::: Dataset extract

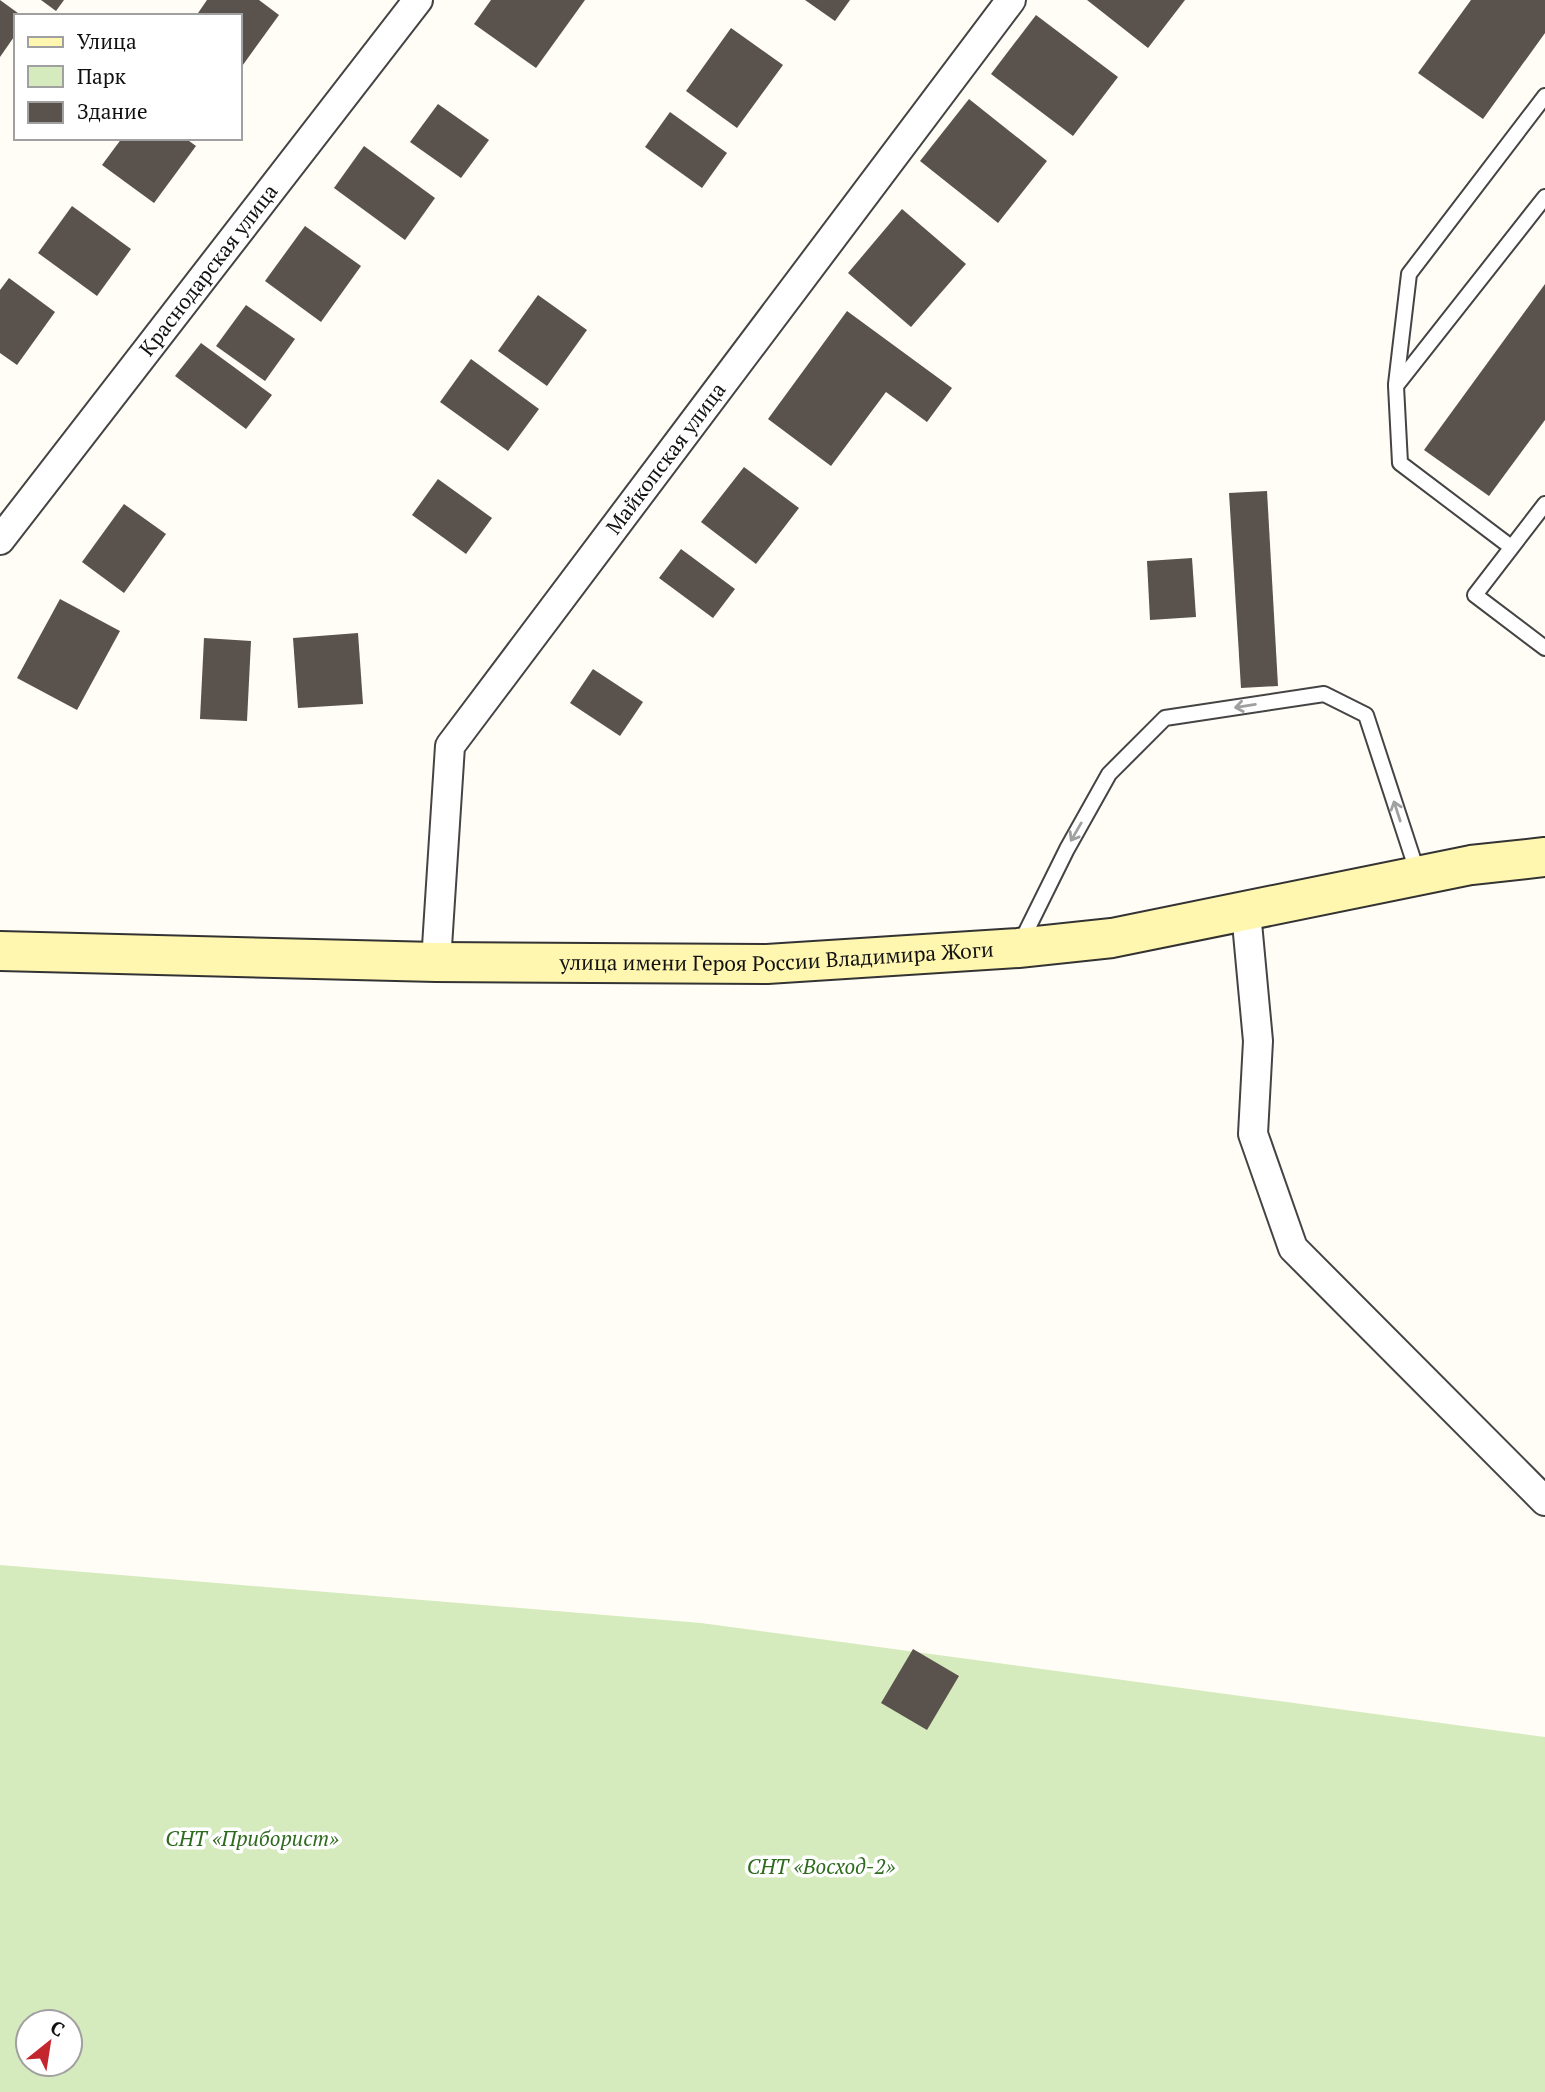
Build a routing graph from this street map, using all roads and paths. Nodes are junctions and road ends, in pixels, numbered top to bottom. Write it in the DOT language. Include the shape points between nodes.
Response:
graph roads {
  1 [pos="418,0"];
  2 [pos="1011,0"];
  3 [pos="1545,96"];
  4 [pos="1545,197"];
  5 [pos="1396,386"];
  6 [pos="1545,504"];
  7 [pos="0,540"];
  8 [pos="1511,547"];
  9 [pos="1545,648"];
  10 [pos="1545,857"];
  11 [pos="1419,876"];
  12 [pos="1246,912"];
  13 [pos="1018,948"];
  14 [pos="0,951"];
  15 [pos="436,962"];
  16 [pos="1545,1501"];
  1 -- 7 [label="street, Краснодарская улица"];
  2 -- 15 [label="street, Майкопская улица" via="450,746"];
  3 -- 5 [label="lane" via="1409,274"];
  4 -- 5 [label="lane"];
  5 -- 8 [label="lane" via="1400,463"];
  6 -- 8 [label="lane"];
  8 -- 9 [label="lane" via="1475,595"];
  10 -- 11 [label="main road, улица имени Героя России Владимира Жоги"];
  11 -- 12 [label="main road, улица имени Героя России Владимира Жоги"];
  11 -- 13 [label="lane, one-way" via="1366,715 1324,694 1166,718 1109,774"];
  12 -- 13 [label="main road, улица имени Героя России Владимира Жоги" via="1112,938"];
  12 -- 16 [label="street" via="1258,1041 1252,1134 1293,1248"];
  13 -- 15 [label="main road, улица имени Героя России Владимира Жоги" via="767,964"];
  14 -- 15 [label="main road, улица имени Героя России Владимира Жоги"];
}
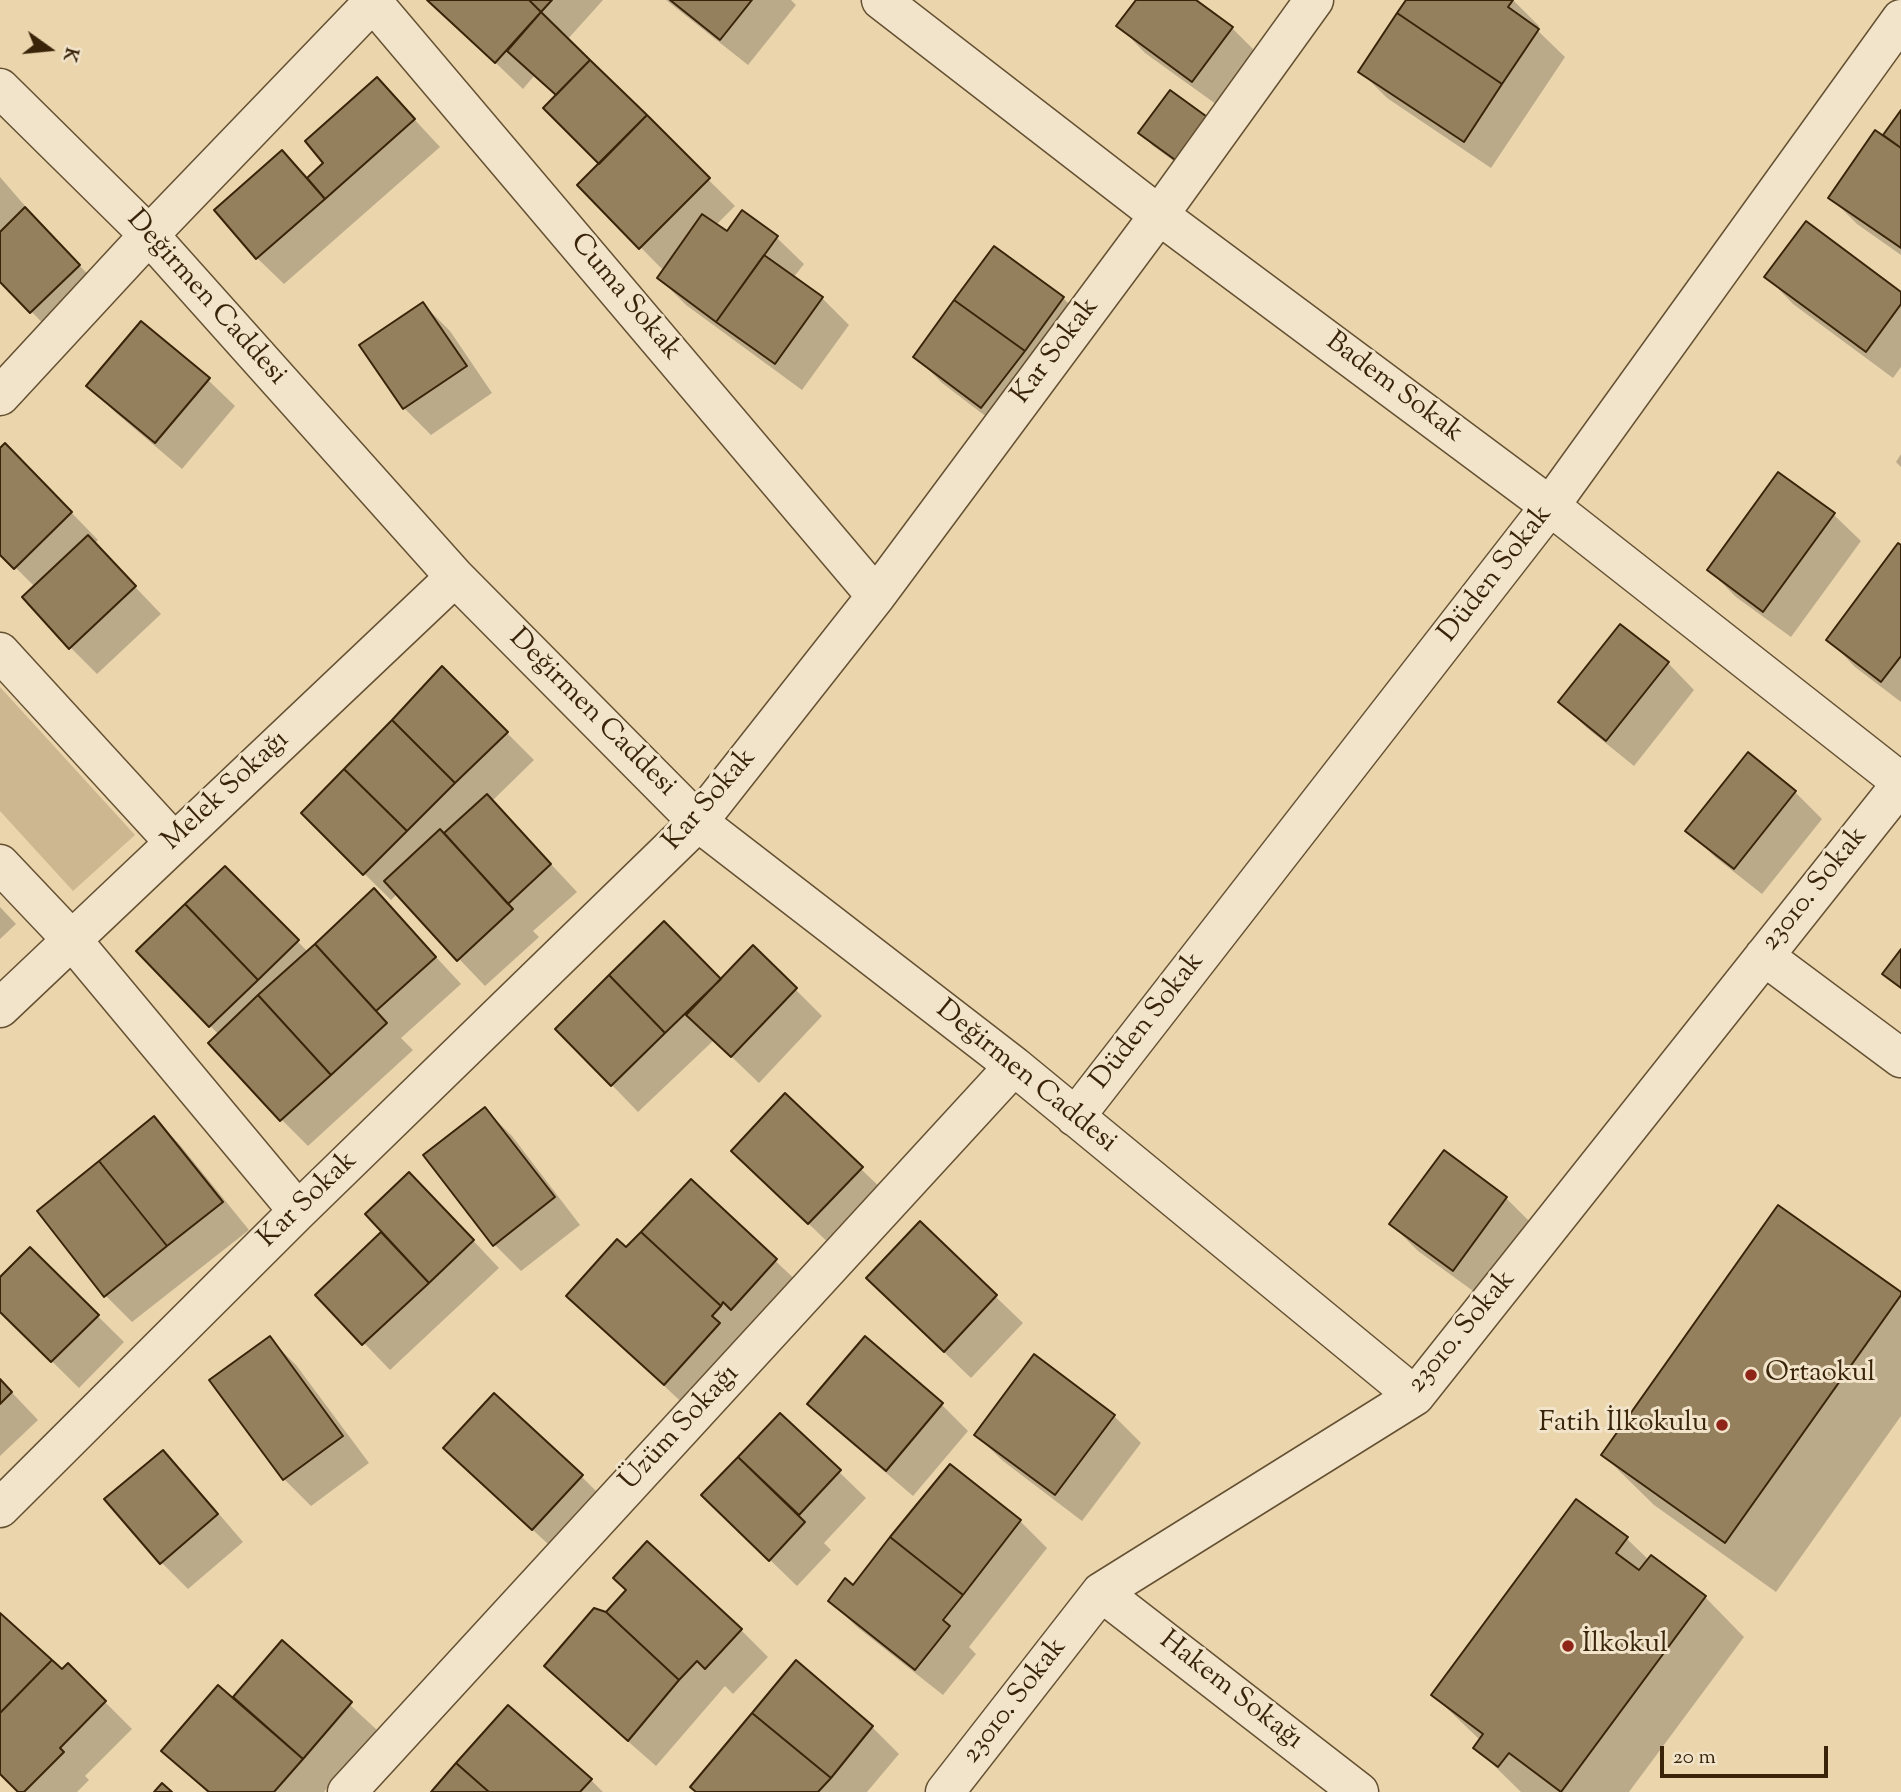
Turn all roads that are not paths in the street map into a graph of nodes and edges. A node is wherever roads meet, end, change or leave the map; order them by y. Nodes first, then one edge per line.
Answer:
1 (881, 0) edge
2 (1314, 0) edge
3 (373, 1) edge
4 (1901, 19) edge
5 (0, 88) edge
6 (1159, 215) junction
7 (149, 234) junction
8 (0, 396) edge
9 (1550, 506) junction
10 (455, 577) junction
11 (876, 596) junction
12 (0, 652) edge
13 (1901, 783) edge
14 (698, 822) junction
15 (174, 842) junction
16 (0, 864) edge
17 (72, 940) junction
18 (1764, 956) junction
19 (0, 1008) edge
20 (1901, 1058) edge
21 (1014, 1066) junction
22 (1075, 1117) junction
23 (298, 1211) junction
24 (1415, 1396) junction
25 (0, 1508) edge
26 (1101, 1592) junction
27 (347, 1792) edge
28 (945, 1792) edge
29 (1359, 1792) edge

1 - 6 street, Badem Sokak
2 - 6 street, Kar Sokak
3 - 7 street
3 - 11 street, Cuma Sokak
4 - 9 street, Düden Sokak
5 - 7 street, Değirmen Caddesi
6 - 9 street, Badem Sokak
6 - 11 street, Kar Sokak
7 - 8 street
7 - 10 street, Değirmen Caddesi
9 - 13 street, Badem Sokak
9 - 22 street, Düden Sokak
10 - 14 street, Değirmen Caddesi
10 - 15 street, Melek Sokağı
11 - 14 street, Kar Sokak
12 - 15 street
13 - 18 street, 23010. Sokak
14 - 21 street, Değirmen Caddesi
14 - 23 street, Kar Sokak
15 - 17 street, Melek Sokağı
16 - 17 street
17 - 19 street, Melek Sokağı
17 - 23 street
18 - 20 street
18 - 24 street, 23010. Sokak
21 - 22 street, Değirmen Caddesi
21 - 27 street, Üzüm Sokağı
22 - 24 street, Değirmen Caddesi
23 - 25 street, Kar Sokak
24 - 26 street, 23010. Sokak
26 - 28 street, 23010. Sokak
26 - 29 street, Hakem Sokağı

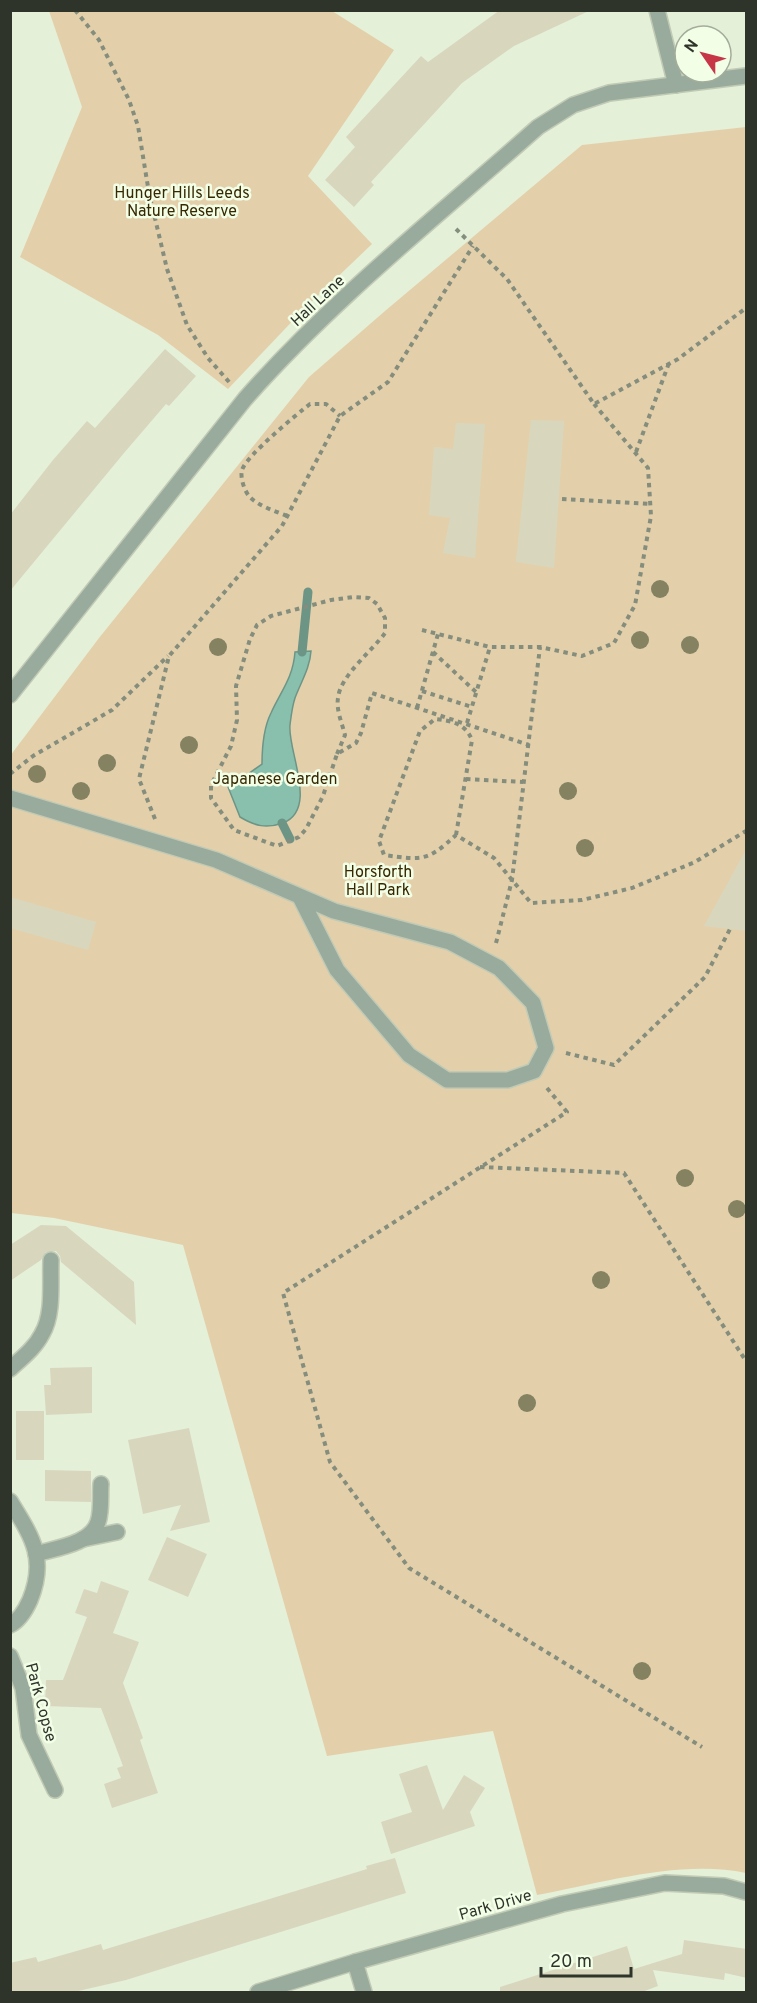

::::::

_Try it_. Show every line above in which the word "Героя" occurs.

_Result for this exercise_.
  10 -- 11 [label="main road, улица имени Героя России Владимира Жоги"];
  11 -- 12 [label="main road, улица имени Героя России Владимира Жоги"];
  12 -- 13 [label="main road, улица имени Героя России Владимира Жоги" via="1112,938"];
  13 -- 15 [label="main road, улица имени Героя России Владимира Жоги" via="767,964"];
  14 -- 15 [label="main road, улица имени Героя России Владимира Жоги"];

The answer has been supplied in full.